DATA FOR THE TASK START

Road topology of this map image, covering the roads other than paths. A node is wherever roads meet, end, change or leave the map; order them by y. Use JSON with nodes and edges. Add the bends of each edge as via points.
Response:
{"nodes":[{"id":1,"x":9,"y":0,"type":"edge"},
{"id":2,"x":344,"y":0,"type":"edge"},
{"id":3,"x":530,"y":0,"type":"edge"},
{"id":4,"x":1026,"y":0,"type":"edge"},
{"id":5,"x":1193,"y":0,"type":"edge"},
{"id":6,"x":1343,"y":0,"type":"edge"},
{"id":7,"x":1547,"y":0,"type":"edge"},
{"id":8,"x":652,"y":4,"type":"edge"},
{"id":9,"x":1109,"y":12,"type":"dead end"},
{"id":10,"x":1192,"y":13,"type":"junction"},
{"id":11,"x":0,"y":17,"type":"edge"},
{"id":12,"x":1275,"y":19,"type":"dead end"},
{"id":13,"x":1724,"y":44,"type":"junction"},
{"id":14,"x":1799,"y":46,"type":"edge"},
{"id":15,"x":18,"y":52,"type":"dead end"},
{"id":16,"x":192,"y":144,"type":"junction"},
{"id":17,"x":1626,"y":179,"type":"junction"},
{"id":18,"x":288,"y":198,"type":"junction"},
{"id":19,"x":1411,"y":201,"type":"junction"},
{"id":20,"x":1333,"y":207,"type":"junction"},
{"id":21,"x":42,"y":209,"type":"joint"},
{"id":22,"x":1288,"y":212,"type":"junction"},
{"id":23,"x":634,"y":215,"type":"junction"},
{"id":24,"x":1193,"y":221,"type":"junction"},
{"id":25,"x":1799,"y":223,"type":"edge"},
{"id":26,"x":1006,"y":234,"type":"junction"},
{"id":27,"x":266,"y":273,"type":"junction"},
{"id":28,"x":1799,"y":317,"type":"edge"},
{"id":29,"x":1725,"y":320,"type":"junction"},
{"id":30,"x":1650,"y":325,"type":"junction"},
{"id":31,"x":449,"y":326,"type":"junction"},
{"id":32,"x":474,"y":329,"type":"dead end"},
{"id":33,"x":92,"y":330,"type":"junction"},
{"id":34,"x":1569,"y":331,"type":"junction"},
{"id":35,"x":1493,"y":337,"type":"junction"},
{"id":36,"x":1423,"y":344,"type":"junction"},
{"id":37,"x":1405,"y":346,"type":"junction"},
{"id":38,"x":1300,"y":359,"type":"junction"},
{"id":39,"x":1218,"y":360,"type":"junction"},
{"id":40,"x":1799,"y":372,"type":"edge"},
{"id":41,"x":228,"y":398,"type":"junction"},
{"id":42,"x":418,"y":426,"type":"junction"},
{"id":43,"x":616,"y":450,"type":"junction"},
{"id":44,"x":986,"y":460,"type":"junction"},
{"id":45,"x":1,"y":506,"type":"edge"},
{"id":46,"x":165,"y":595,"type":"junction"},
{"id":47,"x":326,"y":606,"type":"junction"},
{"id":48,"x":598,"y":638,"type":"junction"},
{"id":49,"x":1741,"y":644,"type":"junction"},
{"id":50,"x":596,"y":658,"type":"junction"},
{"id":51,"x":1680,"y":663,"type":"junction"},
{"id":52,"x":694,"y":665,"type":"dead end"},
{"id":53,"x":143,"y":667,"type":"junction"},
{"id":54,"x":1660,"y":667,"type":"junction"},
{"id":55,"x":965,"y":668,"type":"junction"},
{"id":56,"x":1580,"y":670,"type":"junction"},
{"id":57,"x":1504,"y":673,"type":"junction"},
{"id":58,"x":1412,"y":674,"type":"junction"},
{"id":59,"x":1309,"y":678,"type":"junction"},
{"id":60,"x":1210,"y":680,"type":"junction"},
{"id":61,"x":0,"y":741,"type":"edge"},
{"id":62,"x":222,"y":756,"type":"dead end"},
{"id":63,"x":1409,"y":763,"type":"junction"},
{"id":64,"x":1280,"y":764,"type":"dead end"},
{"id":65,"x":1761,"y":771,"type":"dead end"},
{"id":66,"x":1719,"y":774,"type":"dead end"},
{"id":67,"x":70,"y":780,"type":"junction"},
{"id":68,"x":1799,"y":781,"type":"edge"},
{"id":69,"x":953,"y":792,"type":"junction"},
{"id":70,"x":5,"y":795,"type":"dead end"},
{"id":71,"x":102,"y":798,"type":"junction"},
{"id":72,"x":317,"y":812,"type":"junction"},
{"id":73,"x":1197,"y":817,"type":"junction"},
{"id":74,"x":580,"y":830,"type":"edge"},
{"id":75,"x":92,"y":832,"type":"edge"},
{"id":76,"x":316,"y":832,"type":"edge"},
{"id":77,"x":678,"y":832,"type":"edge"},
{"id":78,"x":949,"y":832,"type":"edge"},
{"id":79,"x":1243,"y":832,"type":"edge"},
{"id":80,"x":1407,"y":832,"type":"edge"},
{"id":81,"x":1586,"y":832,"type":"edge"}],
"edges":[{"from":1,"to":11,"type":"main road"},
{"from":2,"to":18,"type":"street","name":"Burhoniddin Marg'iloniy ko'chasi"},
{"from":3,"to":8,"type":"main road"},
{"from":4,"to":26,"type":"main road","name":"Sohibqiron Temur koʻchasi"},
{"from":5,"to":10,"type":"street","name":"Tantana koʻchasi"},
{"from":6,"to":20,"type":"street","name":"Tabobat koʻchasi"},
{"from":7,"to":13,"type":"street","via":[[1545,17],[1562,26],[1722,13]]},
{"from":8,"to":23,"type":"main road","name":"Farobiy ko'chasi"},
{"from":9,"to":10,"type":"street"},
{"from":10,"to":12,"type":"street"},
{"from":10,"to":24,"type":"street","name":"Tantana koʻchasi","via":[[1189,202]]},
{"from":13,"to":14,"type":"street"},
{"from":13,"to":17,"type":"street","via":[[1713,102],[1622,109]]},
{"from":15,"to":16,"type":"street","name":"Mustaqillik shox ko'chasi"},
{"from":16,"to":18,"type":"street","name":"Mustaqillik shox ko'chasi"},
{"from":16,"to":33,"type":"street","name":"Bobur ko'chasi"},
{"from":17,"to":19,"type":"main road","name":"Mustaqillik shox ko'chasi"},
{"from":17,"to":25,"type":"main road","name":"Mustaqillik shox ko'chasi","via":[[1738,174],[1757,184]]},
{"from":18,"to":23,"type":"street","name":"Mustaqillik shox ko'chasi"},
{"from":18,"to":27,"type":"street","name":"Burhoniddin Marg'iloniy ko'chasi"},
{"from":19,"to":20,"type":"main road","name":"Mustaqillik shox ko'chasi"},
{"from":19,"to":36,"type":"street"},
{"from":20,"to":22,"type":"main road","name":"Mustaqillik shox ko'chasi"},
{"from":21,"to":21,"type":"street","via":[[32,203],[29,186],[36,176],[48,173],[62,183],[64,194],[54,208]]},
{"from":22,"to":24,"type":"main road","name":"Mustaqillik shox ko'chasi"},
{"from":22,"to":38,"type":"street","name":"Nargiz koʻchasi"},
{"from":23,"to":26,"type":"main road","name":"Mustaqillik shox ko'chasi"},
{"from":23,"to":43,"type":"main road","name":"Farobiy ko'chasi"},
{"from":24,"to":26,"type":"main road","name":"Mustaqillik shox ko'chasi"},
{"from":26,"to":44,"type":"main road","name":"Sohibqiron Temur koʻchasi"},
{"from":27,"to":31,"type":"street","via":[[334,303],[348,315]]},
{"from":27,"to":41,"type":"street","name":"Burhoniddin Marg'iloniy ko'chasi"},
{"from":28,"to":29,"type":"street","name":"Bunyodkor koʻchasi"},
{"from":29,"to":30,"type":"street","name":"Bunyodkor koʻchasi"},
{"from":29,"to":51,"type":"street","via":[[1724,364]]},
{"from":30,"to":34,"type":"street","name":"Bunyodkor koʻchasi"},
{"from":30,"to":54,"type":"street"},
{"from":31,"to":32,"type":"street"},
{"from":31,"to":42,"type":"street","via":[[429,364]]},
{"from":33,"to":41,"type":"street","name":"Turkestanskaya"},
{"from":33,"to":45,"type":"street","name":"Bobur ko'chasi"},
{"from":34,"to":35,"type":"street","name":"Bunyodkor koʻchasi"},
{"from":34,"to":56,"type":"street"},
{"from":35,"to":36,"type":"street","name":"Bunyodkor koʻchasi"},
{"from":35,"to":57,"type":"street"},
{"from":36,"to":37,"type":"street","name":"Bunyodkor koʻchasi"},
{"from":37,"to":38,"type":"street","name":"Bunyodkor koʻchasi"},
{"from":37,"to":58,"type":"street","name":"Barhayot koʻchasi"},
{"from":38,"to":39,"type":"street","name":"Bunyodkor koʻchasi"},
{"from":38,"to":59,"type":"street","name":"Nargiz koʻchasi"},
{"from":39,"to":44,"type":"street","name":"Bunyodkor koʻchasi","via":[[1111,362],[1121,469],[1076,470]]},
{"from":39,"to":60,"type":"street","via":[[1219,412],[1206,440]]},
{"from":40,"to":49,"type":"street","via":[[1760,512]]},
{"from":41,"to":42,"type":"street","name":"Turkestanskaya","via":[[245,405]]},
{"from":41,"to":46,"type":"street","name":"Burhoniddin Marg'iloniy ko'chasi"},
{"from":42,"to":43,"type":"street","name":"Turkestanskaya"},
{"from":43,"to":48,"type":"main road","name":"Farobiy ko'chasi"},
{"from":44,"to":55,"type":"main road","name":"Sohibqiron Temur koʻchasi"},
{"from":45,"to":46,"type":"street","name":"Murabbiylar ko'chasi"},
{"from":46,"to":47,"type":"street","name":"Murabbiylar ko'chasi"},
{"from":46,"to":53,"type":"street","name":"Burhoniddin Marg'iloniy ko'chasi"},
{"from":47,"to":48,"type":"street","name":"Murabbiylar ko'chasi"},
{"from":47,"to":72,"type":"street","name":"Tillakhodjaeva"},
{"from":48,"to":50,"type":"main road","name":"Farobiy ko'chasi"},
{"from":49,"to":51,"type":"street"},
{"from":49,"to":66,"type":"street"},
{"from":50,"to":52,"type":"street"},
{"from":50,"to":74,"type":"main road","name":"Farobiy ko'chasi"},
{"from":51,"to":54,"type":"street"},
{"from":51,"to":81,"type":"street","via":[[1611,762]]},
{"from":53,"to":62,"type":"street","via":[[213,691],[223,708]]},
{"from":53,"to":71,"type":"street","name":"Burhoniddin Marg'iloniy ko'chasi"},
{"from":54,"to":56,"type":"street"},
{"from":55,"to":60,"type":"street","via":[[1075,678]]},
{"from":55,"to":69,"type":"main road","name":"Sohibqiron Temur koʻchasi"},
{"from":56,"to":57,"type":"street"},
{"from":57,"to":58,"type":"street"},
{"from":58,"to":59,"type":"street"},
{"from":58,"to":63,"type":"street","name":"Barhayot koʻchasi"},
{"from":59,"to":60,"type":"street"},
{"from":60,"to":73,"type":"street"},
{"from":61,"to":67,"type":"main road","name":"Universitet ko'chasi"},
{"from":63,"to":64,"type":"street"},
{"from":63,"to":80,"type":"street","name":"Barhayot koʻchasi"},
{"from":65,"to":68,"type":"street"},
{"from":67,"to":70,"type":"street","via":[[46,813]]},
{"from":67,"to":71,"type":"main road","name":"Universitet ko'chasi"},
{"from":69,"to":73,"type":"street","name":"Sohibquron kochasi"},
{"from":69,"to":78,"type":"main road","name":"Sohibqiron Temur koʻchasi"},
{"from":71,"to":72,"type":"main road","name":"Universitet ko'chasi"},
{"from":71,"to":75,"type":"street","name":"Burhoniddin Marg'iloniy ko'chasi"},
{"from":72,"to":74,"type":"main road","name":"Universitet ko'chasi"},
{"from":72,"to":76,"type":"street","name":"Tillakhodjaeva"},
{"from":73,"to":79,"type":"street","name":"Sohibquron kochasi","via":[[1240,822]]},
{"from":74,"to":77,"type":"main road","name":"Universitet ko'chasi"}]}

DATA FOR THE TASK END

DESCRIPTION OF THE TASK:
In the entries above, find each line with the word "dead" and return it.

WRITTEN REPLY:
{"id":9,"x":1109,"y":12,"type":"dead end"},
{"id":12,"x":1275,"y":19,"type":"dead end"},
{"id":15,"x":18,"y":52,"type":"dead end"},
{"id":32,"x":474,"y":329,"type":"dead end"},
{"id":52,"x":694,"y":665,"type":"dead end"},
{"id":62,"x":222,"y":756,"type":"dead end"},
{"id":64,"x":1280,"y":764,"type":"dead end"},
{"id":65,"x":1761,"y":771,"type":"dead end"},
{"id":66,"x":1719,"y":774,"type":"dead end"},
{"id":70,"x":5,"y":795,"type":"dead end"},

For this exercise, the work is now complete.